---------- Records to use
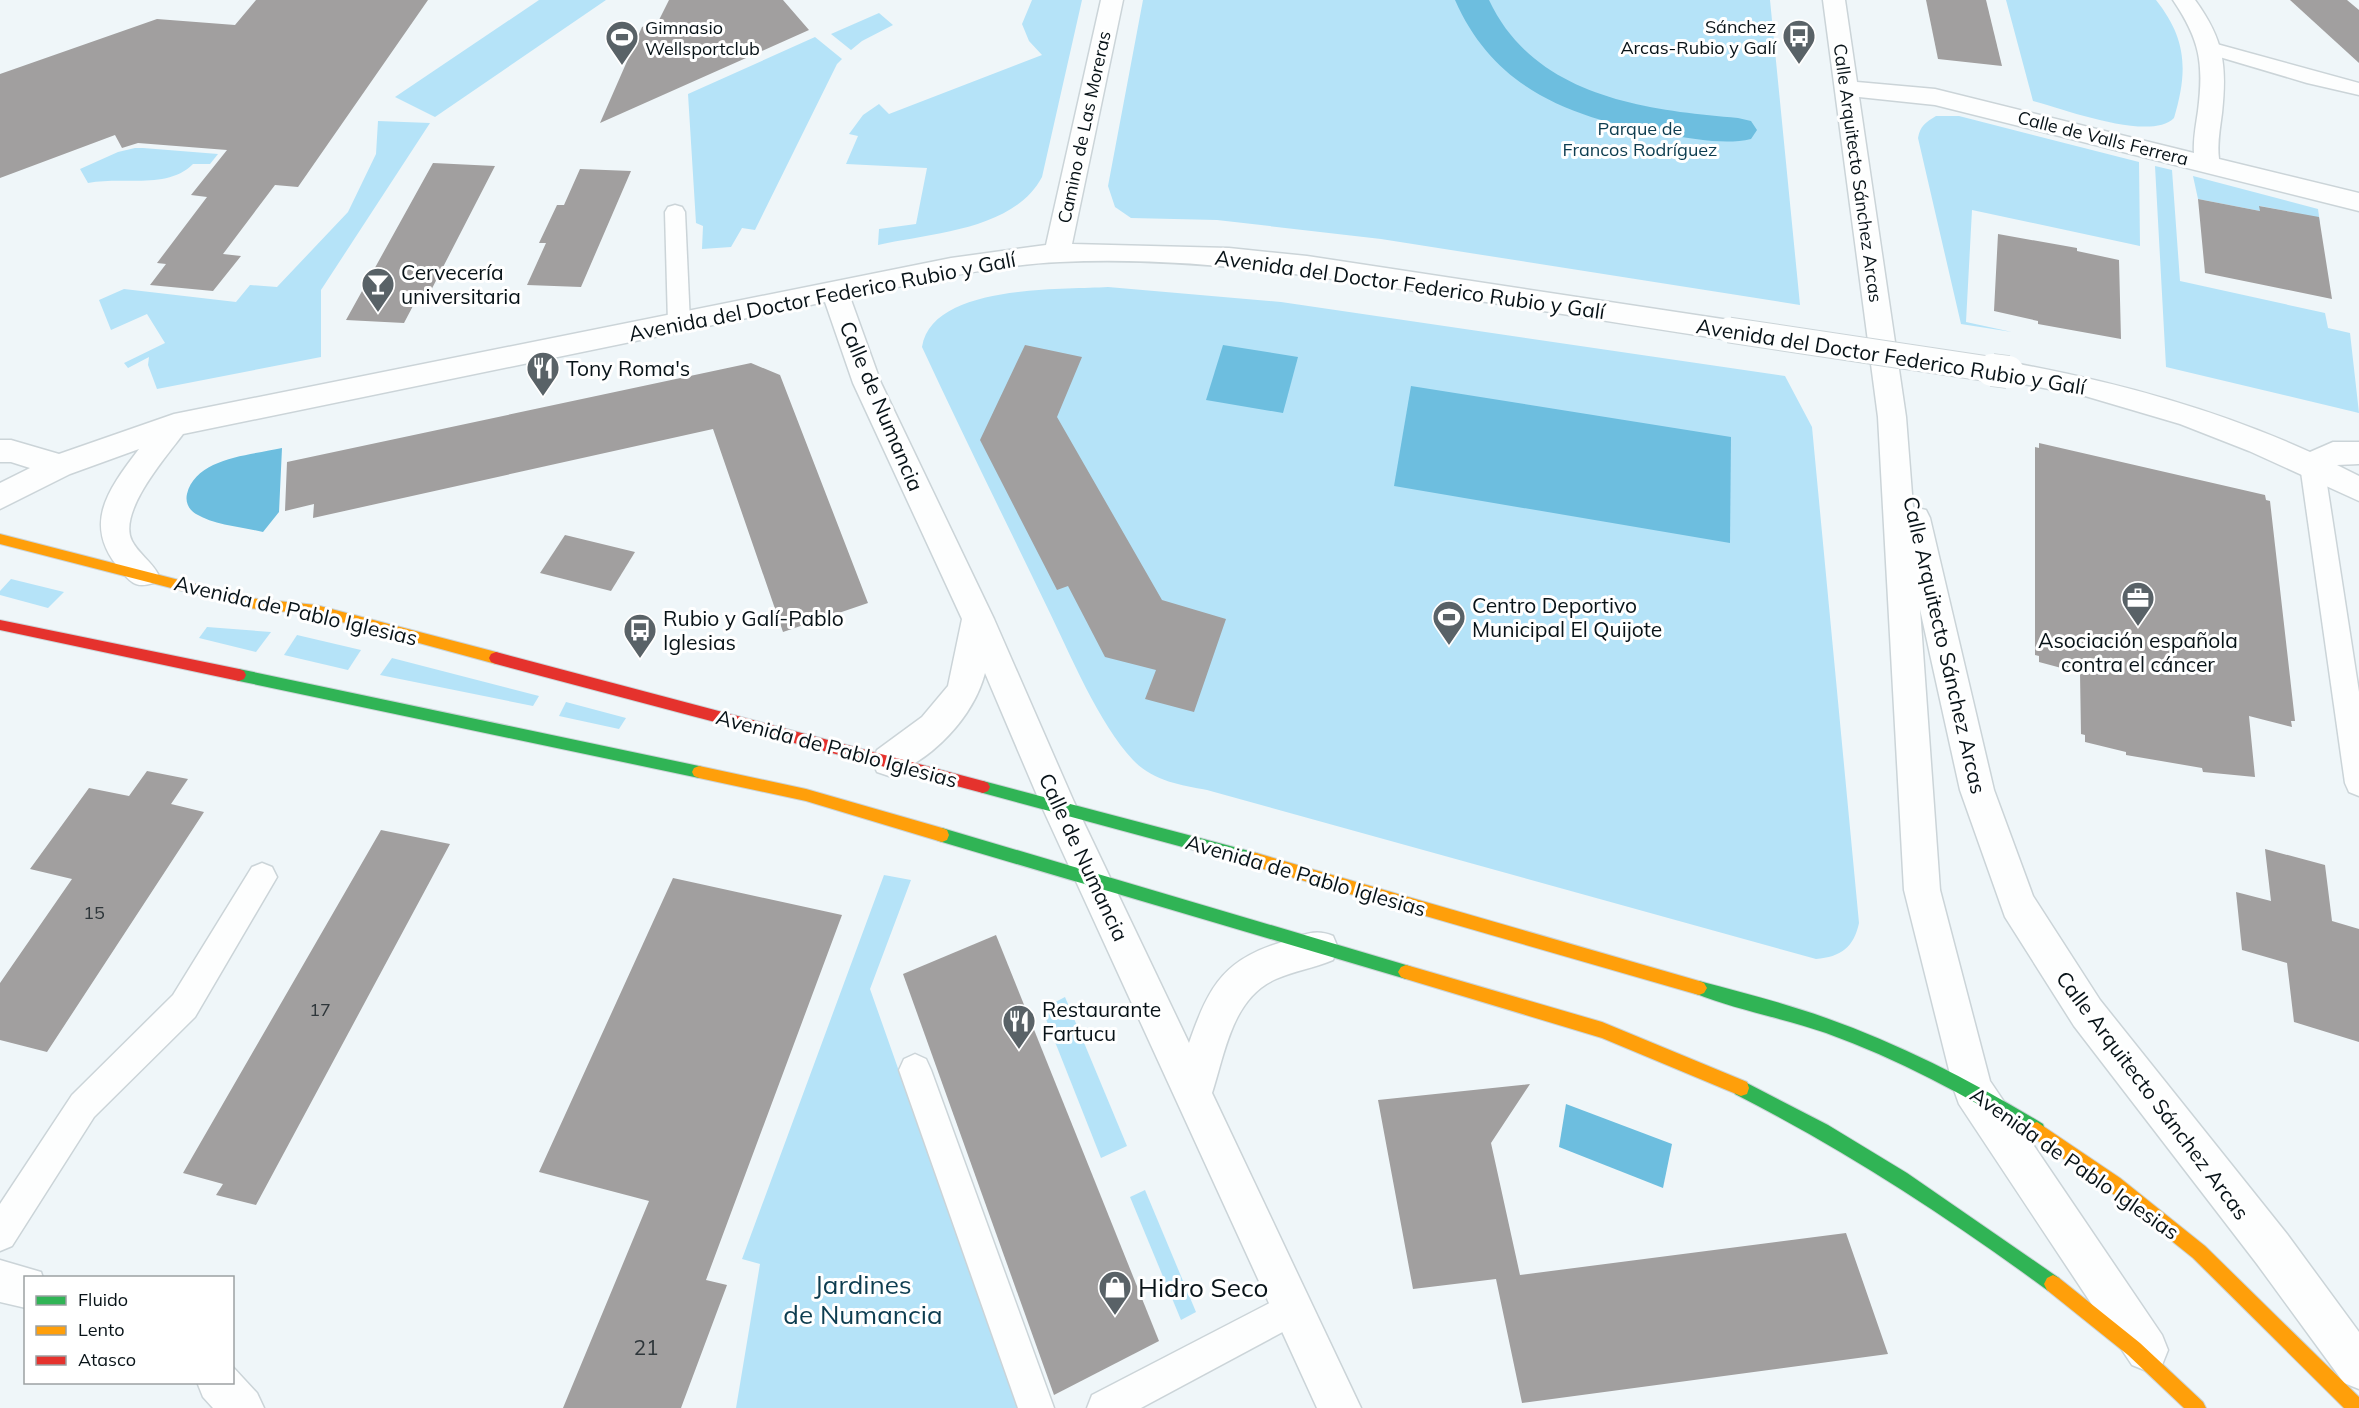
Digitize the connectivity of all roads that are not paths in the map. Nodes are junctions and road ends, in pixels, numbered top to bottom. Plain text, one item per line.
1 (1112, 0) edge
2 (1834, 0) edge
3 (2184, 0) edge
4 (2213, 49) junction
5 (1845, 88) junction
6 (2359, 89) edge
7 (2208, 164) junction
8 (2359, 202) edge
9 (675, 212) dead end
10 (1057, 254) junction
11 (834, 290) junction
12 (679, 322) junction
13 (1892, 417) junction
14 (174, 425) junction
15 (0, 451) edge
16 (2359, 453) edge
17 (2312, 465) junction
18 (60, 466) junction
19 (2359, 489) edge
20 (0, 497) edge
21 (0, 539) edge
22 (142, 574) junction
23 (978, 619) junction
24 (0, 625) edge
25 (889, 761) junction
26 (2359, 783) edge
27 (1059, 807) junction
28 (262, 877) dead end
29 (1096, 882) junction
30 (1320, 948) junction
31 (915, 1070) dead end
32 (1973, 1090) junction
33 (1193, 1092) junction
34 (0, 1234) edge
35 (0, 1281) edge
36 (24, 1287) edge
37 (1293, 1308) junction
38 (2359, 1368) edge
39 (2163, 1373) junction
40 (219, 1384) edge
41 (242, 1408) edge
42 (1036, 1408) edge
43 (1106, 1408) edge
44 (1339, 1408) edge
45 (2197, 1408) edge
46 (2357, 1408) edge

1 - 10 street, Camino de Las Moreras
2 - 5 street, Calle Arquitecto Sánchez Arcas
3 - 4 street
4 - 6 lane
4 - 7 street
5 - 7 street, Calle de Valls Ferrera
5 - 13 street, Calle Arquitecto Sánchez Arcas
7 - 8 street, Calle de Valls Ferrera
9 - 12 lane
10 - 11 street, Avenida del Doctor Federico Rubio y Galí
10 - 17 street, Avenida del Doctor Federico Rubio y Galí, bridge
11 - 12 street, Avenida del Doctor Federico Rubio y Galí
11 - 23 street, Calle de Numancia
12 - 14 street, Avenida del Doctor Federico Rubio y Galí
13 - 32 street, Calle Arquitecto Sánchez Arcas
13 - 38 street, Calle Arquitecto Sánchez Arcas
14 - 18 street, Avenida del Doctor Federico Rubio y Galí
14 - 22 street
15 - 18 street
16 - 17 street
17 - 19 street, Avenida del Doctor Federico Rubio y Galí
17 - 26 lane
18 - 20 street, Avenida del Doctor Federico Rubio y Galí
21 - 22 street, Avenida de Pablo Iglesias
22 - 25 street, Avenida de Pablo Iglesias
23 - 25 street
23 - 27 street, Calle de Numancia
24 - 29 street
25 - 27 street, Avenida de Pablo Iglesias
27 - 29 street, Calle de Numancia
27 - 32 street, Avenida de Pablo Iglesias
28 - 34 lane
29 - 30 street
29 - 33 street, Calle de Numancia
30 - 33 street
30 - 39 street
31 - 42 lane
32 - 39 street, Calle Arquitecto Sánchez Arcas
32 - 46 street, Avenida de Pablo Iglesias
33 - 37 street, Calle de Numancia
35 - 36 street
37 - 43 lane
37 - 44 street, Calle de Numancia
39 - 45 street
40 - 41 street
--------------------
---------- Records to use
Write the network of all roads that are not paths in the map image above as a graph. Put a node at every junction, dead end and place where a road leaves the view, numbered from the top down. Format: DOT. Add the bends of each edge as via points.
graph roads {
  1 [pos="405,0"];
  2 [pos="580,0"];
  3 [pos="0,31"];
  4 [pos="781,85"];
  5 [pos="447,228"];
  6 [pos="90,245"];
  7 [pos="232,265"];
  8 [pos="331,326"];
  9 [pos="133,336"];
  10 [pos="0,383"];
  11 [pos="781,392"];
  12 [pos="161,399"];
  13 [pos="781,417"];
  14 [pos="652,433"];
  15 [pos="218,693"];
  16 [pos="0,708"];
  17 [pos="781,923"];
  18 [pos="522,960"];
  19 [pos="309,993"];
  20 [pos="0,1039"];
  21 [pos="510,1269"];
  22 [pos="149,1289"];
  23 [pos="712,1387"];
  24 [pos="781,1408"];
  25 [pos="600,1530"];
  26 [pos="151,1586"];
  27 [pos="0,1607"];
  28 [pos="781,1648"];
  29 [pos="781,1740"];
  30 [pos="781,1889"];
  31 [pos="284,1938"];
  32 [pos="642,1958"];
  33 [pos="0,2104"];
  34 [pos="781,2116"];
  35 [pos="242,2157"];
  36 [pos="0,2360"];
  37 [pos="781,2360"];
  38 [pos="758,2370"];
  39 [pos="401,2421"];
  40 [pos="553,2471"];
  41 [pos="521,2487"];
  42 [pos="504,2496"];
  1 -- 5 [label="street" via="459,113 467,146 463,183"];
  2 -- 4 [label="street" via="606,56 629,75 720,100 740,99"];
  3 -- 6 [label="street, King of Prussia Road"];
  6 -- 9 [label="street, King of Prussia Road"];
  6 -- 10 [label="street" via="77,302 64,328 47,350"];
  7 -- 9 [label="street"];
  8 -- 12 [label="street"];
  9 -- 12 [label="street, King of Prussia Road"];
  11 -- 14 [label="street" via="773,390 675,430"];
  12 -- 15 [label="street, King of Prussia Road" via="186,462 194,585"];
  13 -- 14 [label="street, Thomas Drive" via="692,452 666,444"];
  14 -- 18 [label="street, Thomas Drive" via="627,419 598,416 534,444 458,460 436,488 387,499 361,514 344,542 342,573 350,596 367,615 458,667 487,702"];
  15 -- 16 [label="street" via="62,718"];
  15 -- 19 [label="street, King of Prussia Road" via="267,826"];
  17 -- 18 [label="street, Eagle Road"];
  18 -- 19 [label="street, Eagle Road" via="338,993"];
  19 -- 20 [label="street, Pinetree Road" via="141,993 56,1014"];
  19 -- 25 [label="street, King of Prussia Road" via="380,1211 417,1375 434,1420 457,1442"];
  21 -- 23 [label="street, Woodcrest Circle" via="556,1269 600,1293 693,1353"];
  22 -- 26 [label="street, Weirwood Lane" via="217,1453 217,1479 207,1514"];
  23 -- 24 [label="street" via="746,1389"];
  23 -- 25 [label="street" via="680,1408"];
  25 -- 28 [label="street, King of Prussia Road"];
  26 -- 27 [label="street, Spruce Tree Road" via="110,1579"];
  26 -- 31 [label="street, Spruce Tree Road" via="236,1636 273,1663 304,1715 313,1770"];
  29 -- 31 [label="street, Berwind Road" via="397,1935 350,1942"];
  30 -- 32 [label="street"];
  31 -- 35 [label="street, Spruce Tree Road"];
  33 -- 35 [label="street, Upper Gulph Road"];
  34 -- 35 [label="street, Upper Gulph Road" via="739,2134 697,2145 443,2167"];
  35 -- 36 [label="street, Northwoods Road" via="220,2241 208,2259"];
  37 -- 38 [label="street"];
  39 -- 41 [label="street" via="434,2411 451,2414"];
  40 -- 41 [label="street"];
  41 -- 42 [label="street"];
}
--------------------
---------- Records to use
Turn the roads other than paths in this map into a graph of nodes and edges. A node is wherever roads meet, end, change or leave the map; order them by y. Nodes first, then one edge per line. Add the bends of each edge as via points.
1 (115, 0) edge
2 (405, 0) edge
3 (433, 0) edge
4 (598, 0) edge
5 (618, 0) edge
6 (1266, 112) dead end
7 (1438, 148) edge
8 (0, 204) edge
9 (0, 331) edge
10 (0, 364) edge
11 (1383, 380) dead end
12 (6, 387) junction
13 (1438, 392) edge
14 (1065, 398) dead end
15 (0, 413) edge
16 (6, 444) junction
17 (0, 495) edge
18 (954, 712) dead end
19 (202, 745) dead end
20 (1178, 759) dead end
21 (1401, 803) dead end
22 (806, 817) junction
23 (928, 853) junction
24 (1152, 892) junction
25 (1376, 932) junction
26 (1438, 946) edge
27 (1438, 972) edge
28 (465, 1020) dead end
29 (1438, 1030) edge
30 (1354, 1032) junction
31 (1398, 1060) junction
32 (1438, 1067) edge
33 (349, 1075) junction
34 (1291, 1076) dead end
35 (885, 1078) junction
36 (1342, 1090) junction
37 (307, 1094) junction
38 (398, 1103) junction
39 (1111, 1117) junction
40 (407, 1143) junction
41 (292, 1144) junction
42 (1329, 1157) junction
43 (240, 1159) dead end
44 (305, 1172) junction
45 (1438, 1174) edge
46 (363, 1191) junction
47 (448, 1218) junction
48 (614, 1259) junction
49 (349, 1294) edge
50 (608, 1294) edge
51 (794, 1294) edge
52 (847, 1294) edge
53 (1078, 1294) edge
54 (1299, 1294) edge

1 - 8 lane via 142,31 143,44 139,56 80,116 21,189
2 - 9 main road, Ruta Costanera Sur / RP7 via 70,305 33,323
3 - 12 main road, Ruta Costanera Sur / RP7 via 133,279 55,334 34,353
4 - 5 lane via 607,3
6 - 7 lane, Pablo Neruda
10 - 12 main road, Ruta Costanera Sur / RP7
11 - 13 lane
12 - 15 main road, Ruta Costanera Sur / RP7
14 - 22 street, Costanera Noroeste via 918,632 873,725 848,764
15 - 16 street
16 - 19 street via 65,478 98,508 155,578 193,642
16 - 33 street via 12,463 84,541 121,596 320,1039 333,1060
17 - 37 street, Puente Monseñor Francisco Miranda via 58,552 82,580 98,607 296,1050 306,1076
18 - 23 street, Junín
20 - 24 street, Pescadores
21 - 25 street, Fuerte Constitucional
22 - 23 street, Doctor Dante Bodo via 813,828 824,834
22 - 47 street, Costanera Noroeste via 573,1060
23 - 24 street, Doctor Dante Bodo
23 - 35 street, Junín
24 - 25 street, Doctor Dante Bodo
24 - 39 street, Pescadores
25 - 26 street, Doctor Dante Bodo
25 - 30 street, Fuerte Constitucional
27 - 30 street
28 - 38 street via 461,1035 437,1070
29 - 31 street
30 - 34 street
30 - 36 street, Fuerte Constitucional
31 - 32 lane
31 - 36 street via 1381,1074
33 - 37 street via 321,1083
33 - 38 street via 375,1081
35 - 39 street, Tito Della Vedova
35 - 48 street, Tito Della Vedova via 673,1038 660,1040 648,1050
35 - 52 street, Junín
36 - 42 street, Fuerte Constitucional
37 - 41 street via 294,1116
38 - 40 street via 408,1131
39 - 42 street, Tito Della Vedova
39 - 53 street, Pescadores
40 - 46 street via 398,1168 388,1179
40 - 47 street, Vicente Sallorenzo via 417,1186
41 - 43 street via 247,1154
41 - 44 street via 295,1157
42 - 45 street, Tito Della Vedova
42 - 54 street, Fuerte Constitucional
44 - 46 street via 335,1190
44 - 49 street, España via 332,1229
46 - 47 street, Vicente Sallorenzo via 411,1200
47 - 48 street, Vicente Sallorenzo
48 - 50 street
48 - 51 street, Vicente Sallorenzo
--------------------
- What this task involves -
If a line in the records above contains the word "Nodes", copy it.

- Result below -
Digitize the connectivity of all roads that are not paths in the map. Nodes are junctions and road ends, in pixels, numbered top to bottom. Plain text, one item per line.
Turn the roads other than paths in this map into a graph of nodes and edges. A node is wherever roads meet, end, change or leave the map; order them by y. Nodes first, then one edge per line. Add the bends of each edge as via points.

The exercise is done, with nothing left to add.